During the same week Seattle Times staffers are finding out who in their newsroom will be laid off, five journalists at the Seattle-based environmental website Grist lost their jobs.
Several Grist staff writers said on Twitter Monday that they had been laid off. The site's editor, Scott Dodd, confirmed to The Stranger that five staffers were laid off—four writers and one developer. Those cuts leave just one other full-time writer as well as seven editors, three fellows (who work six-month terms), and one intern, according to the site's masthead. (The editorial department also has a video producer and "director of fellowship and creative projects.")
"The layoffs were for financial and strategic reasons," Dodd said by email. "They were unfortunate and painful but necessary for the financial health of the organization."
Grist writers Katie Herzog, Aura Bogado, a woman of color who focused on environmental justice, and Heather Smith said on Twitter they had been laid off. The three, along with staff writer Ben Adler, no longer appear on the site's masthead.
In an email, Grist founder Chip Giller told The Stranger the layoffs are part of a shift in coverage toward stories focused on "sustainable solutions."
Grist is shifting focus toward coverage of sustainable solutions and will do more to guide our readers on how to get involved and make a difference. We believe this shift is necessary, especially during the new era of the Trump administration. To make this change — and to ensure that we're spending our resources most wisely — we made the difficult business decision to lay off several staff. Moving forward, we'll be building a new Grist and featuring on-the-ground reporting from writers across the country.
It's hard to tell what any of those buzzwords really mean, but the statement could indicate two things:
First, the site may focus less on in-depth environmental justice reporting in favor of more how-to pieces.

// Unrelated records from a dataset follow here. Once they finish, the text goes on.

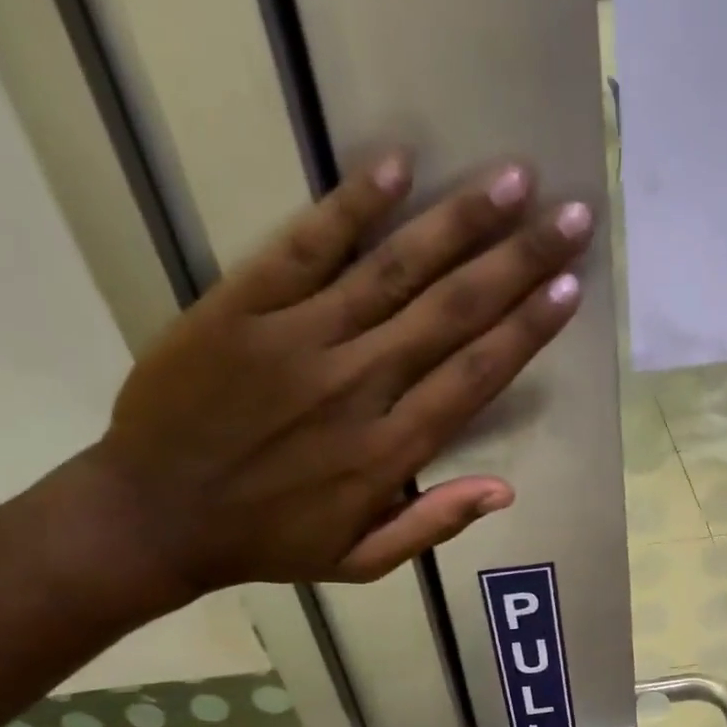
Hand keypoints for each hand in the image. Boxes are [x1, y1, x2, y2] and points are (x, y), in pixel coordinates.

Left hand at [73, 151, 590, 598]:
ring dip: (459, 222)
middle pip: (451, 313)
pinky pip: (304, 247)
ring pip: (393, 271)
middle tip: (571, 216)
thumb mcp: (362, 561)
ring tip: (514, 180)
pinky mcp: (241, 307)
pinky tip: (398, 166)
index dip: (526, 330)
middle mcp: (356, 386)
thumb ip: (432, 525)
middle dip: (518, 261)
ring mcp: (298, 340)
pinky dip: (350, 206)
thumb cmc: (269, 542)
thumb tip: (505, 491)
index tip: (569, 288)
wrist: (155, 515)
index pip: (474, 376)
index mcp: (388, 451)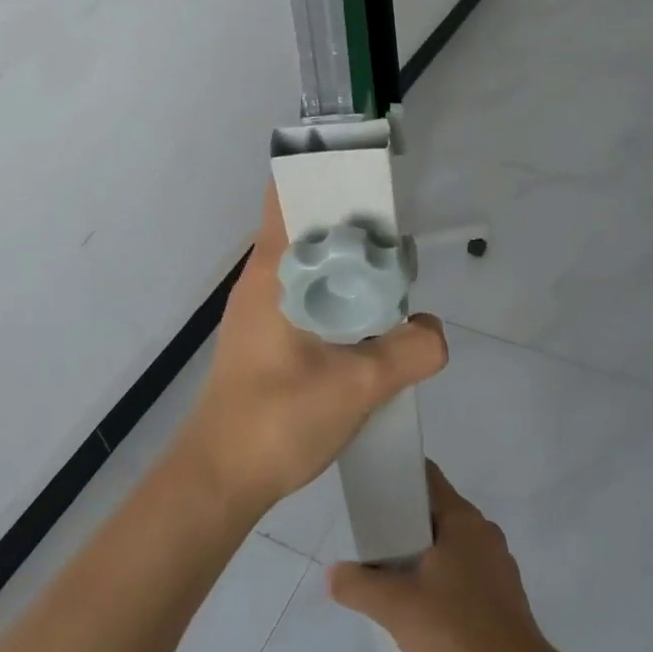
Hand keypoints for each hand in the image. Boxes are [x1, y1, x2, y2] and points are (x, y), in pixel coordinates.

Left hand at [180, 184, 448, 515]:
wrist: (220, 481)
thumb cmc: (277, 421)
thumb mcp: (357, 385)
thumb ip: (409, 350)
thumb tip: (432, 330)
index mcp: (273, 270)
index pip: (289, 191)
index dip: (328, 170)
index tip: (371, 171)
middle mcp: (264, 278)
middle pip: (308, 223)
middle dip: (352, 218)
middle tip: (399, 230)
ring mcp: (263, 308)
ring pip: (312, 262)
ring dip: (349, 261)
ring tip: (393, 274)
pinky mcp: (269, 336)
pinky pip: (310, 294)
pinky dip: (340, 292)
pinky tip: (370, 319)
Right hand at [328, 462, 552, 651]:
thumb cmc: (456, 629)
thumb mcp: (396, 607)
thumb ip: (359, 585)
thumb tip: (334, 574)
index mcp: (462, 519)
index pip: (426, 477)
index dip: (397, 477)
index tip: (370, 490)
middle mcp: (483, 531)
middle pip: (436, 511)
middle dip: (403, 523)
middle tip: (371, 541)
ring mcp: (498, 563)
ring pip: (450, 544)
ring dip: (422, 553)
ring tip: (392, 577)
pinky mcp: (504, 594)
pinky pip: (465, 570)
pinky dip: (442, 577)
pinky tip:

Second, Grist will likely rely more on freelancers ("on the ground reporting from writers across the country"). That's often a strategy for media outlets looking to save money, since they don't have to offer freelancers benefits like health insurance. When the Seattle Weekly laid off six people in 2015, publisher Bob Baranski said the paper intended to use more freelancers.
The layoffs come after a rash of other cuts in local media. The Seattle Times announced significant buyouts, layoffs, and restructuring late last year. In December, NBC shut down its Seattle-based startup, Breaking News. And this month, KOMO cut its investigative reporting team and Northwest Cable News went dark.